JAKARTA, KOMPAS.com - Bandara Schiphol, di Amsterdam, Belanda, mengusulkan untuk melarang jet pribadi mendarat di terminalnya.
Usulan ini menempatkan mereka sebagai bandara pertama yang menyarankan pelarangan jet pribadi. Menyusul langkah organisasi nirlaba Greenpeace yang terus berjuang untuk pengurangan penerbangan jet pribadi.
Greenpeace beralasan, penerbangan jet pribadi adalah demonstrasi ketidakadilan sosial, dan ekonomi yang mempercepat krisis iklim dan kerusakan planet.

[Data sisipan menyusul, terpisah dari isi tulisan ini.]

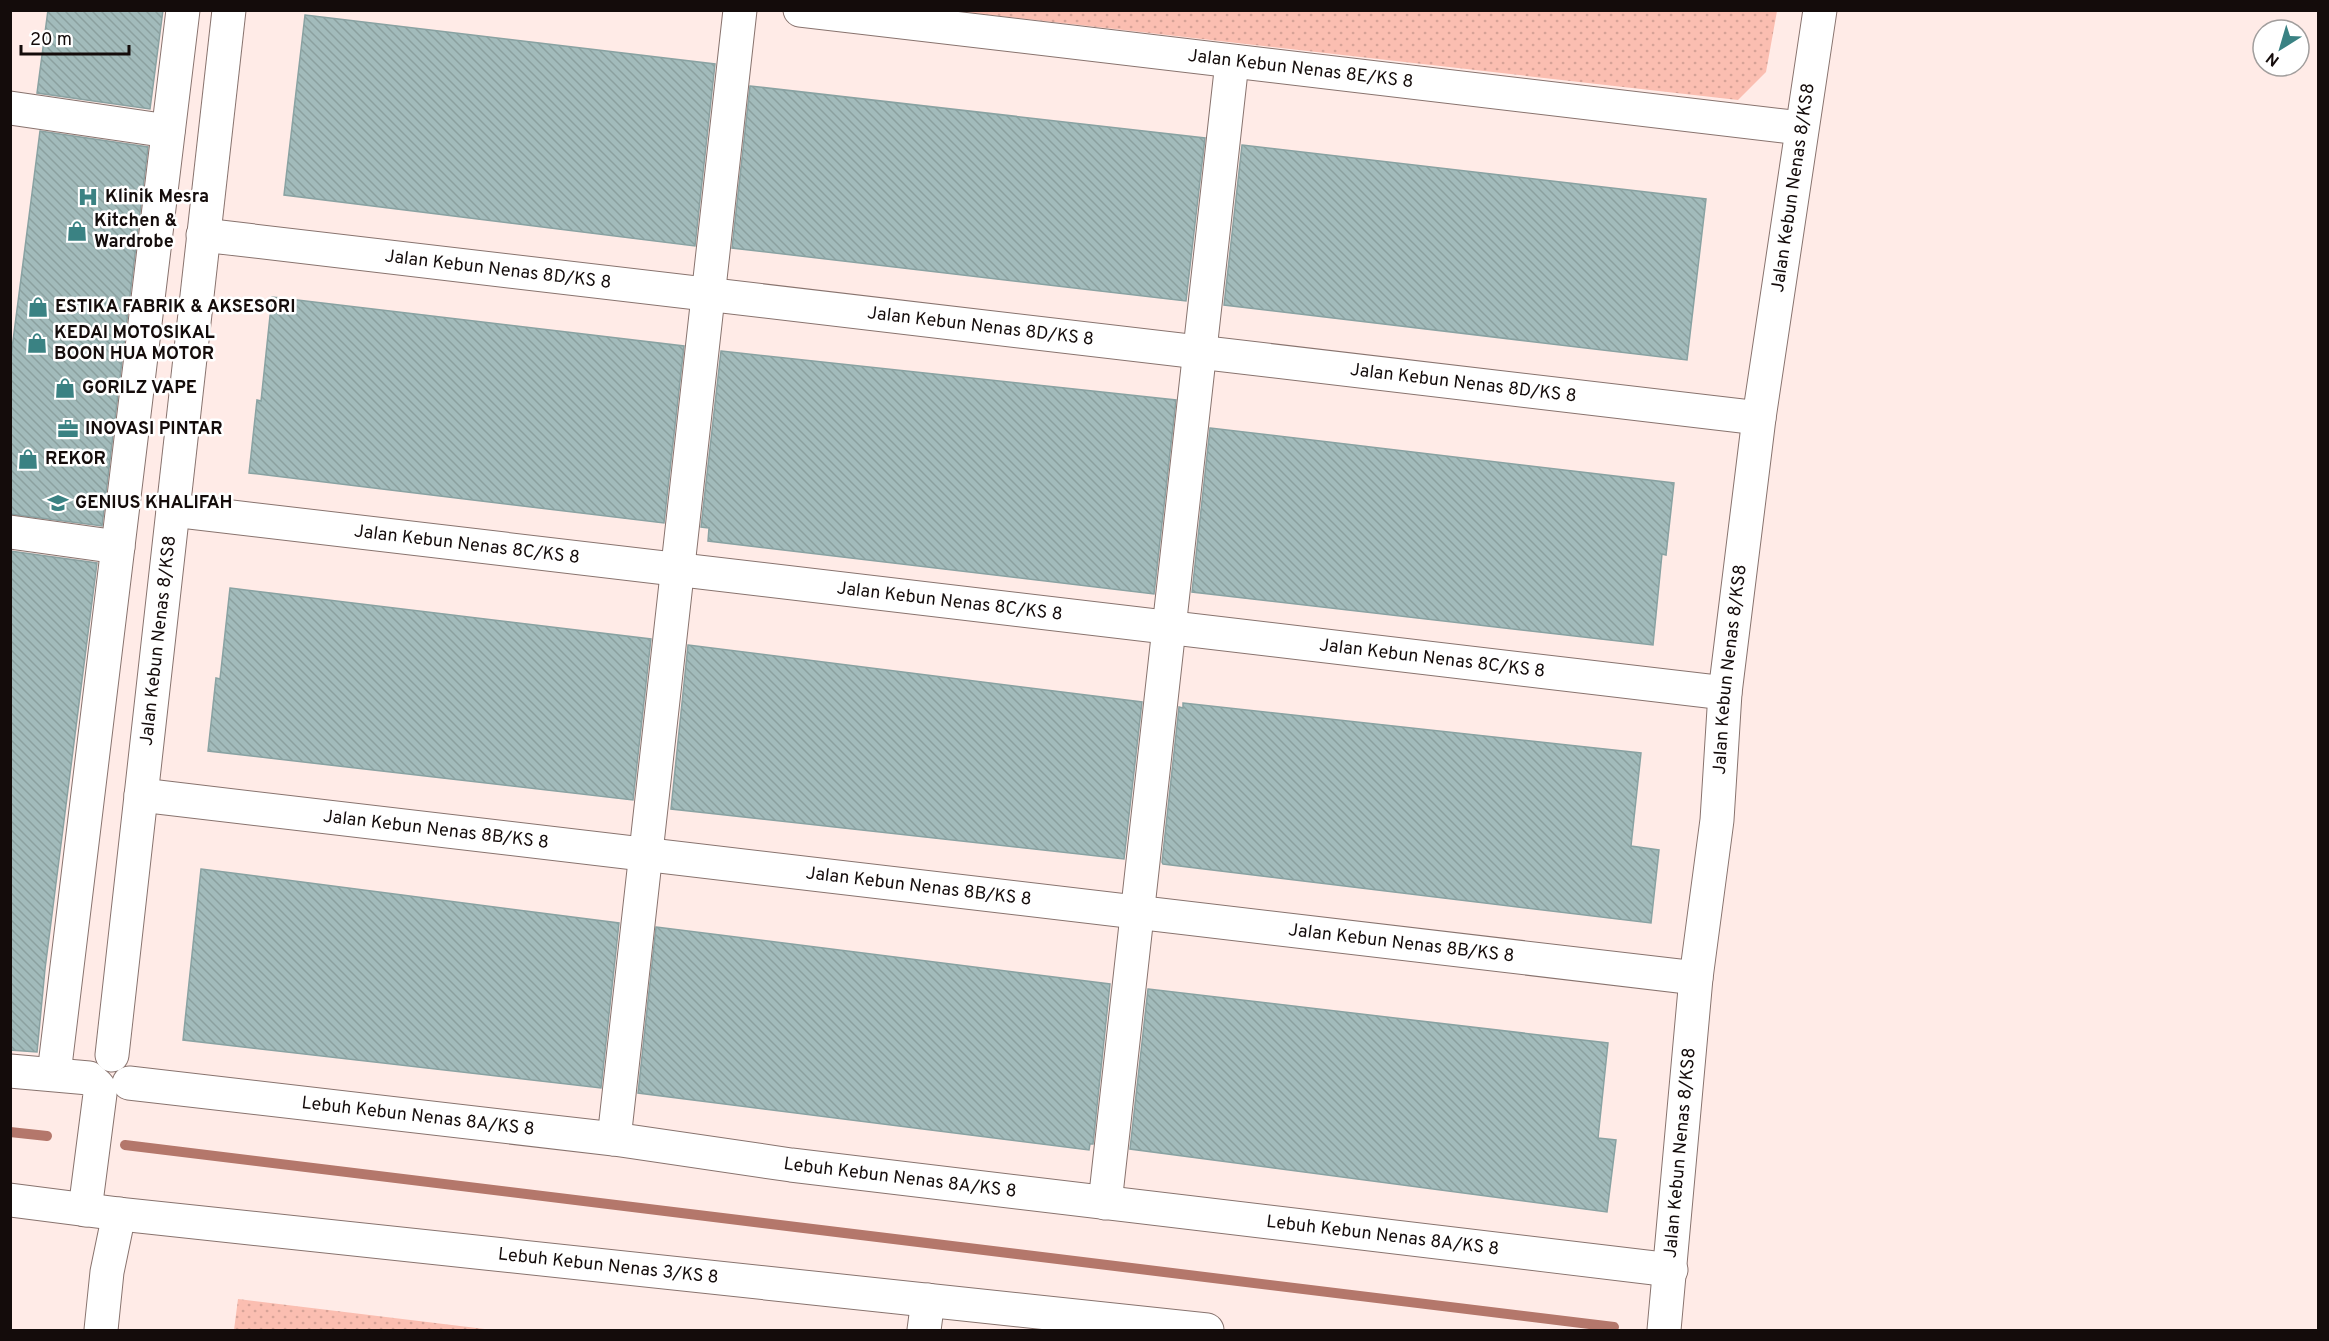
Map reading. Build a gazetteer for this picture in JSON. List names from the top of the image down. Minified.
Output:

Dalam proposalnya, Schiphol mengatakan antara 30 hingga 50 persen penerbangan pribadi dari bandaranya bertujuan untuk berlibur ke destinasi-destinasi macam Ibiza, Cannes, dan Innsbruck.

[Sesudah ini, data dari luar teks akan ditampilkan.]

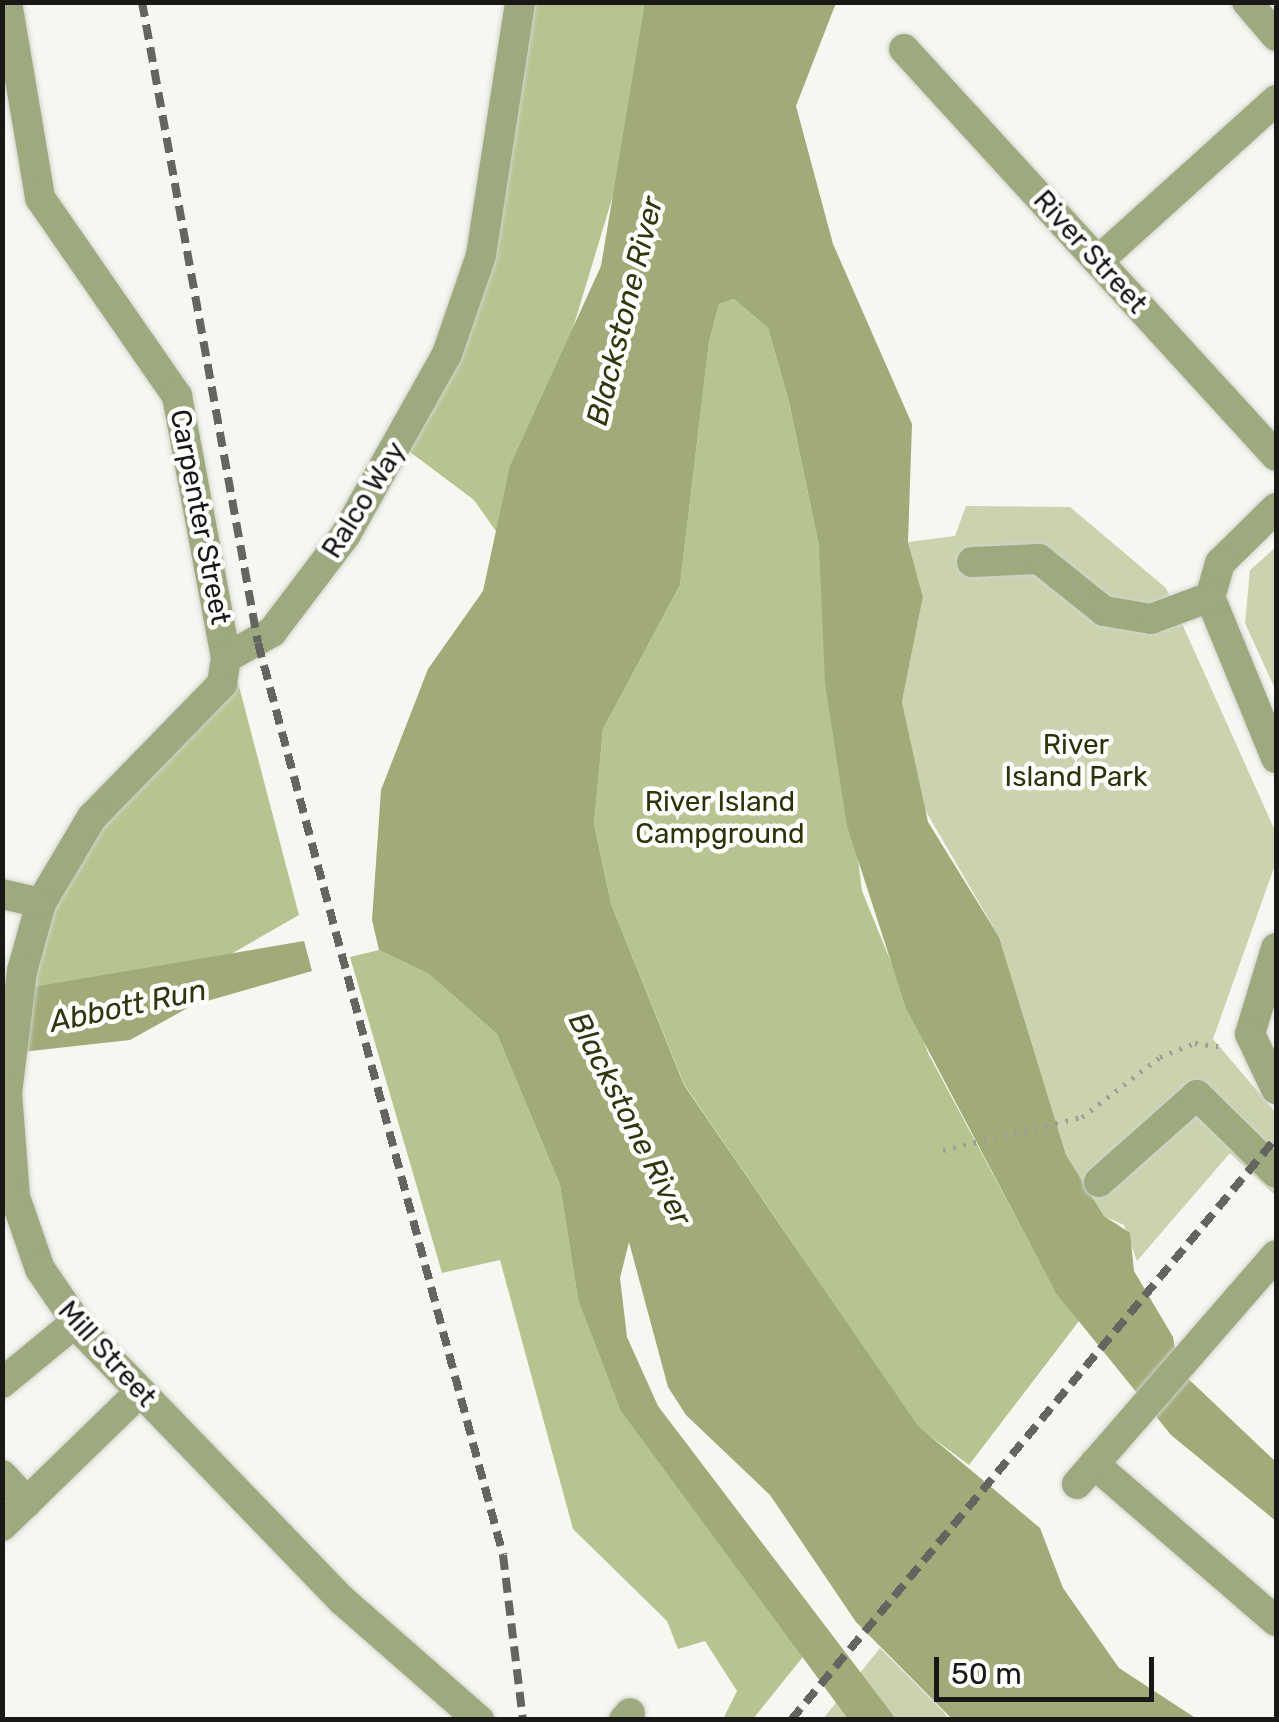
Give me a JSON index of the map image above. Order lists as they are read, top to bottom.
{
  "streets": {
    "street": [
      "River Street",
      "Ralco Way",
      "Carpenter Street",
      "Mill Street"
    ]
  },
  "crossings": [
    ["Ralco Way", "Carpenter Street"]
  ],
  "water": ["Blackstone River", "Abbott Run"],
  "parks": ["River Island Park", "River Island Campground"],
  "scale_bar": "50 m"
}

Padahal, pada waktu yang sama terdapat banyak penerbangan reguler ke daerah tersebut tanpa perlu penerbangan pribadi.
Tentu saja, langkah dari salah satu bandara terbesar di Eropa ini, menginspirasi bandara lain di Eropa dan benua lain untuk mengambil tindakan serupa.
Schiphol menargetkan pelarangan ini disetujui dan mulai berlaku paling lambat tahun 2026 mendatang, selaras dengan komitmen pengelola bandara untuk mengurangi polusi, dan menciptakan sistem lalu lintas udara yang lebih tenang, lebih bersih, dan lebih baik.
Dikutip Kompas.com dari Forbes, Minggu (16/4/2023), CEO Royal Schiphol Group Ruud Sondag mengatakan, pengelolaan bandara harus memenuhi prinsip-prinsip berkelanjutan. Tidak hanya untuk karyawan, juga lingkungan lokal, dan dunia.
Baca juga: Revisi Perpres Rencana Tata Ruang KPN di Kalimantan Harus Berwawasan Lingkungan
"Saya menyadari bahwa pilihan ini mungkin memiliki implikasi yang signifikan bagi industri penerbangan, tetapi itu perlu," ujar Sondag.
Jet pribadi secara khusus menjadi sasaran penerapan prinsip-prinsip berkelanjutan karena jumlah gangguan kebisingan dan emisi karbon dioksida yang tidak proporsional yang mereka hasilkan per penumpang.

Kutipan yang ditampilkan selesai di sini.